TASK DESCRIPTION: Where the word "bends" occurs in a line of the data, return the whole line.

(Stored data)
################

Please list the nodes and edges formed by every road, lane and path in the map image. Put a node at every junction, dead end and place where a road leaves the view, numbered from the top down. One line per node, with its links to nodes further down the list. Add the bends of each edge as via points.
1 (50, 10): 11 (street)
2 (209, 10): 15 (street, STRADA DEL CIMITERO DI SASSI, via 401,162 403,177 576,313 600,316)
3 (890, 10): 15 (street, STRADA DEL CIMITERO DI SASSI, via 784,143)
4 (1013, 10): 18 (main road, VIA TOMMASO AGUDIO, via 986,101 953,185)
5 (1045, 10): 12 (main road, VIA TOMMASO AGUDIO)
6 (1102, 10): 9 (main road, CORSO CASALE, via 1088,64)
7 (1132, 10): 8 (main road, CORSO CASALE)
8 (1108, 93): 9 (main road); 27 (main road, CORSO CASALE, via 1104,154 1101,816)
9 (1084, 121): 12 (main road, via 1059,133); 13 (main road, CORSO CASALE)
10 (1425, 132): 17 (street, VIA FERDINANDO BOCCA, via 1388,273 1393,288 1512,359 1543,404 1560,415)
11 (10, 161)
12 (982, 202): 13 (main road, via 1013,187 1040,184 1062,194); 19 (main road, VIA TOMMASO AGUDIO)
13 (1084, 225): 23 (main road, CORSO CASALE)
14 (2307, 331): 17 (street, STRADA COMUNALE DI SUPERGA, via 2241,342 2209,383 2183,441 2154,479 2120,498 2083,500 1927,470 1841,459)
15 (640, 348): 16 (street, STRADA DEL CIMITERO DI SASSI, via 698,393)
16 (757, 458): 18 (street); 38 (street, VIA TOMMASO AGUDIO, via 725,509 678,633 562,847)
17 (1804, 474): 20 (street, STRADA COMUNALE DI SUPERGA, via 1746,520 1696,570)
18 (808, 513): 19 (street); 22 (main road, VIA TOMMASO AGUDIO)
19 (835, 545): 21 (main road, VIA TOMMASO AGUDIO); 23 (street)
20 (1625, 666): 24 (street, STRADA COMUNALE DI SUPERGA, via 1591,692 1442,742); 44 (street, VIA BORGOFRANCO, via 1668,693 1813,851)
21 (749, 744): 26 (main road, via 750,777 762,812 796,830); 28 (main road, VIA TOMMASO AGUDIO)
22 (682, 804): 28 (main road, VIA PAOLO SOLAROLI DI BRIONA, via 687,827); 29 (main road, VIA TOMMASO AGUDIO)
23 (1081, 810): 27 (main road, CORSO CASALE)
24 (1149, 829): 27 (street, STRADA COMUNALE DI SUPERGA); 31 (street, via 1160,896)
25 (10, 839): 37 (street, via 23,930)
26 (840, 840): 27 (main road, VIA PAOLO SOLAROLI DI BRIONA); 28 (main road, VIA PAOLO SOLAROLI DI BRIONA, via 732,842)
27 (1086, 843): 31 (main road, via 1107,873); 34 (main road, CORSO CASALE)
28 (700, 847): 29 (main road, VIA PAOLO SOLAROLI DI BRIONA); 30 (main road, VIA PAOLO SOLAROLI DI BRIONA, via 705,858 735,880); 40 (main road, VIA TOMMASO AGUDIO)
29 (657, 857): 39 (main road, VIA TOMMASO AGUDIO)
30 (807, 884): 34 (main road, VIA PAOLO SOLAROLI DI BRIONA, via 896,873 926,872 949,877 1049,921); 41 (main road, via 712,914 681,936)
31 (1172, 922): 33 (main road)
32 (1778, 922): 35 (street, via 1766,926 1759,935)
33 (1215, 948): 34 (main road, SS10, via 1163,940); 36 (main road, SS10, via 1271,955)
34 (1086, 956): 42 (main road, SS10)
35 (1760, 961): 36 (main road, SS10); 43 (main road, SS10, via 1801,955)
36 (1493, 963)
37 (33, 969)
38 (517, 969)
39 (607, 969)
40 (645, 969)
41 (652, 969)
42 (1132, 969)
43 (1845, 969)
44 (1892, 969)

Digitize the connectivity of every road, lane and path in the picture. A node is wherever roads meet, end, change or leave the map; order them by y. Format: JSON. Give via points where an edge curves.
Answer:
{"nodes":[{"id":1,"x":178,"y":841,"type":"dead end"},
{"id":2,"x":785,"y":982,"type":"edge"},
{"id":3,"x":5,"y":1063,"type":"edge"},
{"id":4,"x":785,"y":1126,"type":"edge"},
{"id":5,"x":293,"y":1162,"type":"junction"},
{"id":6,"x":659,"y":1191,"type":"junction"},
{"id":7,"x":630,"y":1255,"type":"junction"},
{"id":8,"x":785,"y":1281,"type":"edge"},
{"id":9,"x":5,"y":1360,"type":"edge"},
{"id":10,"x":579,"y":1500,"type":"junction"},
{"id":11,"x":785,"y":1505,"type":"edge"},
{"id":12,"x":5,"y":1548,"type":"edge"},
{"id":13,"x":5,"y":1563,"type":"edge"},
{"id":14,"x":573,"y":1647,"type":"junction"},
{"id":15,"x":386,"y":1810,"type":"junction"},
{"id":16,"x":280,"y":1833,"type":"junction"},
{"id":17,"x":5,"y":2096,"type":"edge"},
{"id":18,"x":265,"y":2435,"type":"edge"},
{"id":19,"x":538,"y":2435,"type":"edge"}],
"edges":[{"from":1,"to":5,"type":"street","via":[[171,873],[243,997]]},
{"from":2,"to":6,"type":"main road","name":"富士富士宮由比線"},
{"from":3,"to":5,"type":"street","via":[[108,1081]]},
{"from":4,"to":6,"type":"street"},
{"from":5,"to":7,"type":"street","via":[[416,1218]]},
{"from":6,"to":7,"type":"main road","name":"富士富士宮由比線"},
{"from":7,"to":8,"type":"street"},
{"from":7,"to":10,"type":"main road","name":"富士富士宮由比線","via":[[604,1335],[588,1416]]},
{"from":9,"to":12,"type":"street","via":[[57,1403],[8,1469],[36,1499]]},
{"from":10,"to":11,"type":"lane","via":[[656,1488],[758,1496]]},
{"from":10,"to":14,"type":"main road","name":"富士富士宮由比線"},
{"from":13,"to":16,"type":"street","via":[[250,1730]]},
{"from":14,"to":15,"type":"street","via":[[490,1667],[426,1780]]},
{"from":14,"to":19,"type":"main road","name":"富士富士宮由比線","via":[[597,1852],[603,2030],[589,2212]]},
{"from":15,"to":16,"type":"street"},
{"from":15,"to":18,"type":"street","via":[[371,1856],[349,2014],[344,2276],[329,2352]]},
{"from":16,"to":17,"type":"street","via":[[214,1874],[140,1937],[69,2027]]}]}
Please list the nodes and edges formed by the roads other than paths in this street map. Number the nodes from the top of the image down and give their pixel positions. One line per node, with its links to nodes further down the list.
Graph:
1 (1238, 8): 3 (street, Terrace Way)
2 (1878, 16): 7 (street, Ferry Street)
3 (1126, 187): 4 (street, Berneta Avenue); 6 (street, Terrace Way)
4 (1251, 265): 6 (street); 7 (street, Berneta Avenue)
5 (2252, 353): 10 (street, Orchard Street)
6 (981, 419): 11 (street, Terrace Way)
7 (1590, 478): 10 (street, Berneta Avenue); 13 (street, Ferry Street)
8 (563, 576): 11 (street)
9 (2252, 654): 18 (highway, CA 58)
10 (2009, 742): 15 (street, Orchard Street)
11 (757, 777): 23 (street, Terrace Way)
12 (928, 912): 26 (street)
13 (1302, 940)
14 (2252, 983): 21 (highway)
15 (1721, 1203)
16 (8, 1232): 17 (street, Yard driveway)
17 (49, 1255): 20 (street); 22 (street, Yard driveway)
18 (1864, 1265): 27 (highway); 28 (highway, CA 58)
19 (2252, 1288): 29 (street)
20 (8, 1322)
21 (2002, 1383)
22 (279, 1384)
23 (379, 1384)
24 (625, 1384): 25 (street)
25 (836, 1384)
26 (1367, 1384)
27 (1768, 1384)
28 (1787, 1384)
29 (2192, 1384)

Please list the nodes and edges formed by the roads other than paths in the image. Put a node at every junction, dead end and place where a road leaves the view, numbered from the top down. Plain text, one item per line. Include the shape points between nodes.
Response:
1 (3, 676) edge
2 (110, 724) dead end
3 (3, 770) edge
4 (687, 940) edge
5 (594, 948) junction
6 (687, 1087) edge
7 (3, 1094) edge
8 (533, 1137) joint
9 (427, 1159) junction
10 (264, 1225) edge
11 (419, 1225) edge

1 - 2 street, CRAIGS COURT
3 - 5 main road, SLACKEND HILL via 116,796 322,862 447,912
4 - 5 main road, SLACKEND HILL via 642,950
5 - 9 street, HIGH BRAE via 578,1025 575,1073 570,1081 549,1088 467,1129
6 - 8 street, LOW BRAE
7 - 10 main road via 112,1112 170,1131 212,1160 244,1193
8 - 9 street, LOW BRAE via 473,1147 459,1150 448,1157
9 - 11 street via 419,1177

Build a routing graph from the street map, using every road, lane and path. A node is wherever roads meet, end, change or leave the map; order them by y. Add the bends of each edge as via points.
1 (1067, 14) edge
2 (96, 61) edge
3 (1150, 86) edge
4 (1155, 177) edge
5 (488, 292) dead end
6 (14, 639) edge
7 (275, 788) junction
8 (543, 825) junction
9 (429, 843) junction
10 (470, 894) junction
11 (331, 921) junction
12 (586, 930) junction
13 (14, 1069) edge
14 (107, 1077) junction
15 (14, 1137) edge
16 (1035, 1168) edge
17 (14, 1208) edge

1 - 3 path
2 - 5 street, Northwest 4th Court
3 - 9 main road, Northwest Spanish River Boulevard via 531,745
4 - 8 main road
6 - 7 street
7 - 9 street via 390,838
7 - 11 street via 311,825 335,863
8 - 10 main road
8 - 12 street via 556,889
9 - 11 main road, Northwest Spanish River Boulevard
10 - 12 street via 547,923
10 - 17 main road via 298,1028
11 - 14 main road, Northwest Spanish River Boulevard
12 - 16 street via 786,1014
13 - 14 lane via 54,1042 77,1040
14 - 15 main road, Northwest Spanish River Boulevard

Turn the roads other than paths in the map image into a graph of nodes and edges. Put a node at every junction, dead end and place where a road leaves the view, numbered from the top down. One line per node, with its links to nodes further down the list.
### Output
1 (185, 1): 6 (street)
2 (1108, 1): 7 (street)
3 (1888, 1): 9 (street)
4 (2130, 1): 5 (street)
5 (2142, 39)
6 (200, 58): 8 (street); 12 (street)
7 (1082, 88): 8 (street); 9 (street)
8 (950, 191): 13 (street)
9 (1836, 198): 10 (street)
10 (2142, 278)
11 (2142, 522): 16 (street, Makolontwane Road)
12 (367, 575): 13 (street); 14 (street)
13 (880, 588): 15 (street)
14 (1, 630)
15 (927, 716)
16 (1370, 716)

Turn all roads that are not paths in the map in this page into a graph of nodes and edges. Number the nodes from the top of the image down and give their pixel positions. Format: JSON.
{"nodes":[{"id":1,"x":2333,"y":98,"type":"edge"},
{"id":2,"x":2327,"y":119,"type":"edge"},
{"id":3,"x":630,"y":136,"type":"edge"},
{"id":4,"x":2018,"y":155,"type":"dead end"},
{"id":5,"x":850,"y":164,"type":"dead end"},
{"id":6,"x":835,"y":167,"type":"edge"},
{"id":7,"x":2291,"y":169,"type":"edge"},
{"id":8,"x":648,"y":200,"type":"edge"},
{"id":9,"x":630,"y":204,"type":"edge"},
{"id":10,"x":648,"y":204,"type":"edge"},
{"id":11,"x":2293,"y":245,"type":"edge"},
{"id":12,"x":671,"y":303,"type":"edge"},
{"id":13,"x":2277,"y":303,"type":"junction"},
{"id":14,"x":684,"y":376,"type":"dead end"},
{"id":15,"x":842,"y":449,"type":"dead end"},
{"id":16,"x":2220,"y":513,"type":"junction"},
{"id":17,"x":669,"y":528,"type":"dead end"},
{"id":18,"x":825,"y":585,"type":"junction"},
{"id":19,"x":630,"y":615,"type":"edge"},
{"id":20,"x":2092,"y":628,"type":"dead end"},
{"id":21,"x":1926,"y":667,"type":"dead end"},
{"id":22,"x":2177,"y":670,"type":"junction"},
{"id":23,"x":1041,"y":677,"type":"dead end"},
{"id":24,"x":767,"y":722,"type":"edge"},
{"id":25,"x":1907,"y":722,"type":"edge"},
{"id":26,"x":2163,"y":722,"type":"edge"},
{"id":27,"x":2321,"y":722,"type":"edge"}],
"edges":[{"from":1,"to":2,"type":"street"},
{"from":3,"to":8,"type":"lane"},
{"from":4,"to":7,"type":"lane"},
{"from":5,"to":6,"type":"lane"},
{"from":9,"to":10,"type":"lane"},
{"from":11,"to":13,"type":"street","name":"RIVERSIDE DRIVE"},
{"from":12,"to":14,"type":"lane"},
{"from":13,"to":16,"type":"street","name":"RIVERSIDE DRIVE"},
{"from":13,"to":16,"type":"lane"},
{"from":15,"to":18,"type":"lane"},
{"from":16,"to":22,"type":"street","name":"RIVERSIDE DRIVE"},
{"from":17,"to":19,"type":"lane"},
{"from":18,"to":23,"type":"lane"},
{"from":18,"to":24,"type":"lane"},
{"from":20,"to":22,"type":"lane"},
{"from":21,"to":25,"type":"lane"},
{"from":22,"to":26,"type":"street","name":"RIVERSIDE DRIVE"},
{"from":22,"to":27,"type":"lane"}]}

################

YOUR SOLUTION:
Please list the nodes and edges formed by every road, lane and path in the map image. Put a node at every junction, dead end and place where a road leaves the view, numbered from the top down. One line per node, with its links to nodes further down the list. Add the bends of each edge as via points.
Build a routing graph from the street map, using every road, lane and path. A node is wherever roads meet, end, change or leave the map; order them by y. Add the bends of each edge as via points.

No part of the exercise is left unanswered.